De Jacques Sapir, dans Valeurs Actuelles, à propos d’Alexandre Douguine :
[…] On prétend, voire affirme, que [le père de Daria Douguine] est l’éminence grise de Poutine, un père Joseph, un Raspoutine. Rien de tout cela n’est vrai. Alexandre Douguine est un représentant de ce courant d’idées russe, le slavophilisme, mâtiné de restes staliniens. Ses tentatives pour créer un parti “national-bolchevique”, puis “eurasien” n’ont mobilisé que des cénacles très réduits. Il n’a pas eu de réelle influence politique, se satisfaisant d’une position marginale et n’intéressa que des politiciens de second ordre. Il devait occuper le poste de directeur du département de sociologie des relations internationales à l’université de Moscou, mais ses positions le firent rapidement exclure de ce poste en 2015.
Douguine a influencé les cercles nationalistes russes, mais son aura ne s’étend guère au-delà.

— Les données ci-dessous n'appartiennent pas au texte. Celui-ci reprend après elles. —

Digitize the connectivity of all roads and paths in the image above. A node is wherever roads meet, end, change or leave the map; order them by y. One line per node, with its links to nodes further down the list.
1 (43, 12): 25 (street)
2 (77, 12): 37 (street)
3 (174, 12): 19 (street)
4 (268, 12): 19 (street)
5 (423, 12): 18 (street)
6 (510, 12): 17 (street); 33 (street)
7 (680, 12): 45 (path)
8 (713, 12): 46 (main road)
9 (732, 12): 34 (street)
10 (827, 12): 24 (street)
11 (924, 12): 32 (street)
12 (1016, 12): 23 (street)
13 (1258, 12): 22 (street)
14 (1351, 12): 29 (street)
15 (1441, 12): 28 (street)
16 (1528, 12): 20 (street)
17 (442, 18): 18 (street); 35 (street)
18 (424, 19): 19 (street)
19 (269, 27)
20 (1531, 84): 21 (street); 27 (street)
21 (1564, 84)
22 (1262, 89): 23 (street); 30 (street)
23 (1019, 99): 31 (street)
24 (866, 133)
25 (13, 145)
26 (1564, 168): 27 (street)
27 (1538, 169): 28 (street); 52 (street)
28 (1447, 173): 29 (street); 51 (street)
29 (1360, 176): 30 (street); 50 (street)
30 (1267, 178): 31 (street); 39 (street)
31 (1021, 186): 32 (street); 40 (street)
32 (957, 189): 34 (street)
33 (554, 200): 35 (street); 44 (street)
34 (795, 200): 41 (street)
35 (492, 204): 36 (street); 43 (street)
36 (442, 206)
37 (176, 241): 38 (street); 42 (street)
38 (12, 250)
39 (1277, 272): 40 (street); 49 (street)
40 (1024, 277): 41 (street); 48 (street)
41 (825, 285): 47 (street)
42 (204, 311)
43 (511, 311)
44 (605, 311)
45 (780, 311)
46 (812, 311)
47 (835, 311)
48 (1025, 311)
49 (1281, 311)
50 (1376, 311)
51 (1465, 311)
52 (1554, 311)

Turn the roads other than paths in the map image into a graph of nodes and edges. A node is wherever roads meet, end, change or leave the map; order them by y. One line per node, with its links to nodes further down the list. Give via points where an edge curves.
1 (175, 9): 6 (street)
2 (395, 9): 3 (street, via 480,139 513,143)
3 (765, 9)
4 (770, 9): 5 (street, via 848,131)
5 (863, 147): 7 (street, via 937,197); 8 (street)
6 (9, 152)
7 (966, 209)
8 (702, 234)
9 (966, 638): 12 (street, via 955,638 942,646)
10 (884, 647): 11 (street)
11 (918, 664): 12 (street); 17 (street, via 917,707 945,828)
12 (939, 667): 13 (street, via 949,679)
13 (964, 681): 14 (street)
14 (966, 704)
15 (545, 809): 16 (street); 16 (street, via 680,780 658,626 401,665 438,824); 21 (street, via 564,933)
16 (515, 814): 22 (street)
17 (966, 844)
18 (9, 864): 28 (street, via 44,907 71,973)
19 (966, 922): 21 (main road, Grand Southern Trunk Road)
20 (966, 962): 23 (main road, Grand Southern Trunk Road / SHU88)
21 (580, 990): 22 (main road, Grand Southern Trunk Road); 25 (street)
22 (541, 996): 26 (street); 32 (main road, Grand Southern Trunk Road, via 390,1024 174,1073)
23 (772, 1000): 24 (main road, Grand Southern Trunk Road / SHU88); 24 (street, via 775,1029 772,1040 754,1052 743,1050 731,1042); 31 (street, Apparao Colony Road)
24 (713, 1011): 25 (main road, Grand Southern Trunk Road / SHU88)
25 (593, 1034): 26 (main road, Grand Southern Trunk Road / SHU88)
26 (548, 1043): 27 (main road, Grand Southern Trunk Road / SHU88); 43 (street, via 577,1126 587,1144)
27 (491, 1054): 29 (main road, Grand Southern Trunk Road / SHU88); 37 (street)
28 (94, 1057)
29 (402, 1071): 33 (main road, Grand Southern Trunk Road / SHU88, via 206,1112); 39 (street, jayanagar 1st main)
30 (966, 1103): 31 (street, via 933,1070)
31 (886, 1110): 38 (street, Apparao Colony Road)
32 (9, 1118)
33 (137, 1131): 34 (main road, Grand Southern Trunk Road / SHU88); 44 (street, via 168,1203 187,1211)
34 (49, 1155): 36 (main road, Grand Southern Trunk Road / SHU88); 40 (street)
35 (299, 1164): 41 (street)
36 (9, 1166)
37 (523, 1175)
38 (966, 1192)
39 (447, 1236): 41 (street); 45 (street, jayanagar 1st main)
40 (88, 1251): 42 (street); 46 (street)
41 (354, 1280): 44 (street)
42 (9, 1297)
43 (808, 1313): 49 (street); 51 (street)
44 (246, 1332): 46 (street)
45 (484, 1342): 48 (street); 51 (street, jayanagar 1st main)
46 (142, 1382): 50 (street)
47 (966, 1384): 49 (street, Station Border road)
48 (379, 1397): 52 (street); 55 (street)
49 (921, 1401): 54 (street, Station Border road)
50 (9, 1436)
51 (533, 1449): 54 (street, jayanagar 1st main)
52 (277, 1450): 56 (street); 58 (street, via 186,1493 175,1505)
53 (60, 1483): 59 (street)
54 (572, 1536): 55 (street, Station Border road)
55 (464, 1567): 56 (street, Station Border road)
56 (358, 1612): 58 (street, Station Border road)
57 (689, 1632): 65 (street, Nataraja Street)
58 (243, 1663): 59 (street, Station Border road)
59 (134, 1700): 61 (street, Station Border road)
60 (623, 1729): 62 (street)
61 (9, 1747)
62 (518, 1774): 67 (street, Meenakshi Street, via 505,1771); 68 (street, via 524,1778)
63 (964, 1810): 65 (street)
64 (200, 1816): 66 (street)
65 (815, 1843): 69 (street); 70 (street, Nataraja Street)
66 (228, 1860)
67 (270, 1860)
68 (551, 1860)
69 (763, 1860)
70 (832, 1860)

L’image de l’homme qui murmurait à l’oreille de Poutine relève de la mythologie complotiste, hélas reprise par nombre de journalistes qui sont pourtant les premiers à la condamner. Cette image flatte aussi les imaginaires, à droite comme à gauche. Cela ne la rend pas plus réaliste pour autant. Non seulement Douguine est en contradiction avec le projet modernisateur que poursuit Poutine depuis 2000, mais ses visions apocalyptiques sont à l’opposé de la pratique froide, rationnelle et méthodique de la politique et de la diplomatie russes. La politique russe est faite par des gens comme Sergueï Lavrov ou Sergueï Choïgou, pas par Alexandre Douguine.
Michel Janva
Un extrait d’entretien ça fait une caisse de résonance ? Vous devez être perdu alors à chaque fois que vous lisez l’extrait d’une intervention extérieure. J’espère que la diffusion récente du tweet de Julien Dray ne vous a pas trop perturbé…
Michel Janva
Ben oui, l’entretien est passionnant, pourquoi le cacher ? Mais je ne vois pas en quoi cela fait du SB une “caisse de résonance”, voire, comme je l’écris dans l’article ci-dessus que Alexandre Douguine a une réelle influence en Russie. A moins peut-être que Poutine lise le SB tous les matins ?
Mais ce que vous écrivez permet de préciser une chose : ce n’est pas parce que je publie les propos d’untel ou de tel autre que je fais mien ce qui est déclaré. C’est parce que j’estime que ce qui est dit est intéressant et mérite sinon discussion, au moins lecture, loin des caricatures et des jugements à l’emporte-pièce. Ce n’est pas parce que je publie une lettre de l’abbé Pagliarani que je suis forcément d’accord avec tout ce qu’il dit et écrit par ailleurs. Je ne prends pas les lecteurs pour des moutons de Panurge et j’estime, contrairement aux médias qui passent leur temps à faire des leçons de morale, que les lecteurs sont assez grands pour se faire leur propre avis. Je ne crois pas qu’il soit sain de vouloir absolument commenter systématiquement tous les sujets, comme le font certains.